**What the task asks**
What lines in this listing contain the string "Flores"? Report each one by copying it.

+++

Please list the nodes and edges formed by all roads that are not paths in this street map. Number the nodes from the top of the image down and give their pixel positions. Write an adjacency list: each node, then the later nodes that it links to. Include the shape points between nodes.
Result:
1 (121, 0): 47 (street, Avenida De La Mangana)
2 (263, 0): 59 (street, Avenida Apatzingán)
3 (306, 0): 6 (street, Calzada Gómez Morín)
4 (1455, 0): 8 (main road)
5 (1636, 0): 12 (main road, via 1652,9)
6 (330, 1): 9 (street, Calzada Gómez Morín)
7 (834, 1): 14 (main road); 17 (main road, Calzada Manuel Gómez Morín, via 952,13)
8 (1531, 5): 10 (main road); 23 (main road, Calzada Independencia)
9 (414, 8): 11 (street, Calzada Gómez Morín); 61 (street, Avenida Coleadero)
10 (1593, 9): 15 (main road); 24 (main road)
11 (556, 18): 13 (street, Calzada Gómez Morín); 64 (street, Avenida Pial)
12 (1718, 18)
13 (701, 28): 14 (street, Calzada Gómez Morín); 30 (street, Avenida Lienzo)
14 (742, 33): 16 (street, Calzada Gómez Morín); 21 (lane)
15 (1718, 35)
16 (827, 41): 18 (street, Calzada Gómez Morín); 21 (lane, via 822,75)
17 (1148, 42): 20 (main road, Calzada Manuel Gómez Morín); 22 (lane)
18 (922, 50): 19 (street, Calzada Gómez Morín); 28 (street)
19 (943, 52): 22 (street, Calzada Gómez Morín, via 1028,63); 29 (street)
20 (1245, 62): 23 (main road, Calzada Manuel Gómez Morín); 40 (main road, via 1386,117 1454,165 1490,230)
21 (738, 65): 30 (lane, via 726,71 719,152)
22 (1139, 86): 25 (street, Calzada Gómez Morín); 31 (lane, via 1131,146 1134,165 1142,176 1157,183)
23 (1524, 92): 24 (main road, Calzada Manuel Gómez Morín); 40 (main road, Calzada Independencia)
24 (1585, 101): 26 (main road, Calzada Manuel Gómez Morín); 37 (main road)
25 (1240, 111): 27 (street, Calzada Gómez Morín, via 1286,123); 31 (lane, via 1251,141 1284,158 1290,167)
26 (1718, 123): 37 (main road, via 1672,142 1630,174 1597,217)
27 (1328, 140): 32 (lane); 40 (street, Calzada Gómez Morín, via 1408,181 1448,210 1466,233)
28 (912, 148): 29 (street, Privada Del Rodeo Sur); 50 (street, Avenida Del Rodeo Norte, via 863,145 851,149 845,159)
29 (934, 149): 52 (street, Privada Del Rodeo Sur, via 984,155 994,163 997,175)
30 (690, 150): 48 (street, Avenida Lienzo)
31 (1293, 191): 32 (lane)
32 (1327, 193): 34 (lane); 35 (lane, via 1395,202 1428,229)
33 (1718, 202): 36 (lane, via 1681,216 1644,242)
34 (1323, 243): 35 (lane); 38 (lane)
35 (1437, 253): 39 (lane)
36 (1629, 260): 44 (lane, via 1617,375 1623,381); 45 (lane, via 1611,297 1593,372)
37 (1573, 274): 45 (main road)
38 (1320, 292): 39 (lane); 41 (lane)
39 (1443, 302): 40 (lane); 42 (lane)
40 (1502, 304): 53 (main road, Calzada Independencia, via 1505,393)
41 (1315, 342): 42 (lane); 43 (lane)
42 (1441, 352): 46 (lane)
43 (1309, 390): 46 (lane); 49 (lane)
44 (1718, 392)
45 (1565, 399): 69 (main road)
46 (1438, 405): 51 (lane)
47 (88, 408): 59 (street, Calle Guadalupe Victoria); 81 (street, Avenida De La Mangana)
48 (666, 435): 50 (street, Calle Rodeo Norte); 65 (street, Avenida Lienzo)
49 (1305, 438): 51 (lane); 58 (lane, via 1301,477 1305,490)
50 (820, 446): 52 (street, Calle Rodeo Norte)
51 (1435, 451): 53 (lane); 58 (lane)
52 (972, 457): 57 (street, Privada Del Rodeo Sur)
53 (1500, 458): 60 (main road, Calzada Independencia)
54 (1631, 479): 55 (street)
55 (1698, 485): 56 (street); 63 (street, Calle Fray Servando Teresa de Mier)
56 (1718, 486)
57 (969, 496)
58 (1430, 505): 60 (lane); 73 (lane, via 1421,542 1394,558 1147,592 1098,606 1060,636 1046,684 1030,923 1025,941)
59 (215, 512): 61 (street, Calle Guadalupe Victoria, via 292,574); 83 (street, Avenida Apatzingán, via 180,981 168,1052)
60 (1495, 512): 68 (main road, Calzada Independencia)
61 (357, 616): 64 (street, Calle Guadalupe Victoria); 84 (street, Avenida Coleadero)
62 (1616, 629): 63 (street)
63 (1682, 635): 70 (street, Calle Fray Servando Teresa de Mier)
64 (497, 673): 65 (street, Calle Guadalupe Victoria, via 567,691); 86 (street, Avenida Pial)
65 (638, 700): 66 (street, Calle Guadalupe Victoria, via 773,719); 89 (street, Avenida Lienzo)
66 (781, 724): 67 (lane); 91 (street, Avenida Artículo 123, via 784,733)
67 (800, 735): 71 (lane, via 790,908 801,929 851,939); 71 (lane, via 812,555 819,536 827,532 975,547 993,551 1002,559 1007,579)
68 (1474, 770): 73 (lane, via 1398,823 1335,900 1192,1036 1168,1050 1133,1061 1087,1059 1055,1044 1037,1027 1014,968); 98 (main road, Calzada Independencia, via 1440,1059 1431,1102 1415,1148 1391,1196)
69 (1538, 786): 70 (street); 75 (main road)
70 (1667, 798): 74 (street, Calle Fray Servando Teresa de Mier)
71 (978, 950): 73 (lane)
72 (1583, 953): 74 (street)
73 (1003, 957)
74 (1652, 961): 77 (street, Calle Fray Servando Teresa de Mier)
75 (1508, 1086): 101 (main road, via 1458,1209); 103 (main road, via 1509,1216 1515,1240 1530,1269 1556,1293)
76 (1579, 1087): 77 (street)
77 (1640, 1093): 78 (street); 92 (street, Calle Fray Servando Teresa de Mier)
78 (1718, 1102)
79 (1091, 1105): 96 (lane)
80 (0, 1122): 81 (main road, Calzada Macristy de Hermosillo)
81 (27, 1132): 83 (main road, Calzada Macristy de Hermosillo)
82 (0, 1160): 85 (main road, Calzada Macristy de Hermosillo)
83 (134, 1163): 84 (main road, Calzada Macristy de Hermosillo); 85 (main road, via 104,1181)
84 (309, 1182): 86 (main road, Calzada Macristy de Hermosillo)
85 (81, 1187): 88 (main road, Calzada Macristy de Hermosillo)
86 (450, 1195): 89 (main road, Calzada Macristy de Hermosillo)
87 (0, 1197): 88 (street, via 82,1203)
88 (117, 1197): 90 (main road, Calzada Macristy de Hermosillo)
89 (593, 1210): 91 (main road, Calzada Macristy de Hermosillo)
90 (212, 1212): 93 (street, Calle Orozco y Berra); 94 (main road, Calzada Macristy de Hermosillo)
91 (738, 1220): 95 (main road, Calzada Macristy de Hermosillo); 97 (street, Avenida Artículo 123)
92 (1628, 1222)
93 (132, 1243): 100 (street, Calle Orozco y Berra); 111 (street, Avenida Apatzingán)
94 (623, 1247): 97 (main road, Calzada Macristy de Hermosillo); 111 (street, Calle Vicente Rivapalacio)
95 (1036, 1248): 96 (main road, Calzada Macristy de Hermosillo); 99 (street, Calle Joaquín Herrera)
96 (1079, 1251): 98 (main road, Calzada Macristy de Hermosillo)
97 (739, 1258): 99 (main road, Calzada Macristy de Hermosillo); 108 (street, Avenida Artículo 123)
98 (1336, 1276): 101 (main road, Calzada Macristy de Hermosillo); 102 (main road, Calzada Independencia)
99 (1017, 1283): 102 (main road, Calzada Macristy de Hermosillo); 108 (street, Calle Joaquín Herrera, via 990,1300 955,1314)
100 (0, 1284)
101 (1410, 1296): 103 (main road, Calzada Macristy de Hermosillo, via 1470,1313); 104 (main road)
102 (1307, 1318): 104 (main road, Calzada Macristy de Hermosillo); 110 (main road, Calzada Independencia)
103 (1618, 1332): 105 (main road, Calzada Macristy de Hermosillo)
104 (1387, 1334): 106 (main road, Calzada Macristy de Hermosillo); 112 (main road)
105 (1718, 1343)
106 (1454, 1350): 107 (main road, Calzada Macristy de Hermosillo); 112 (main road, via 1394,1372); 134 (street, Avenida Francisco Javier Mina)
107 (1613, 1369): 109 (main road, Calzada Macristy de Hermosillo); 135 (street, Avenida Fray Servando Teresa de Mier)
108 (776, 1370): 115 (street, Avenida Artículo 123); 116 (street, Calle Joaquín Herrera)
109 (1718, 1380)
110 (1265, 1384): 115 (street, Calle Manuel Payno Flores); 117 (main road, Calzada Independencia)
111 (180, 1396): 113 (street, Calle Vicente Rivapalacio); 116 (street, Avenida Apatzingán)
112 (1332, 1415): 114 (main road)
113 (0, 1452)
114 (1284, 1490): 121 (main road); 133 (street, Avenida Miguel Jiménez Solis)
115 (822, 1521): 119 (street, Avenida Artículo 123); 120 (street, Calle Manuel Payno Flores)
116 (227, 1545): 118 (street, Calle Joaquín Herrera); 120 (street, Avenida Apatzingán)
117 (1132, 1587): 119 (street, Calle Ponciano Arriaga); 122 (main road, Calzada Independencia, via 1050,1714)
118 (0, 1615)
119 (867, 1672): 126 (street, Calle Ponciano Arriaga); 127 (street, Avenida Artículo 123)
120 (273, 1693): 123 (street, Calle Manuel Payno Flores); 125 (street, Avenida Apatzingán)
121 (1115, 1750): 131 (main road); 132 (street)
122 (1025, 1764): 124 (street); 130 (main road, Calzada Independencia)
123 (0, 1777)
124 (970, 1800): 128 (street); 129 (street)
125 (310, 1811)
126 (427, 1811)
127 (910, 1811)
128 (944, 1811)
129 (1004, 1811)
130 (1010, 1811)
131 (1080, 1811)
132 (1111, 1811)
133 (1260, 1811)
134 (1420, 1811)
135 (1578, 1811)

+++

**Task response**
110 (1265, 1384): 115 (street, Calle Manuel Payno Flores); 117 (main road, Calzada Independencia)
115 (822, 1521): 119 (street, Avenida Artículo 123); 120 (street, Calle Manuel Payno Flores)
120 (273, 1693): 123 (street, Calle Manuel Payno Flores); 125 (street, Avenida Apatzingán)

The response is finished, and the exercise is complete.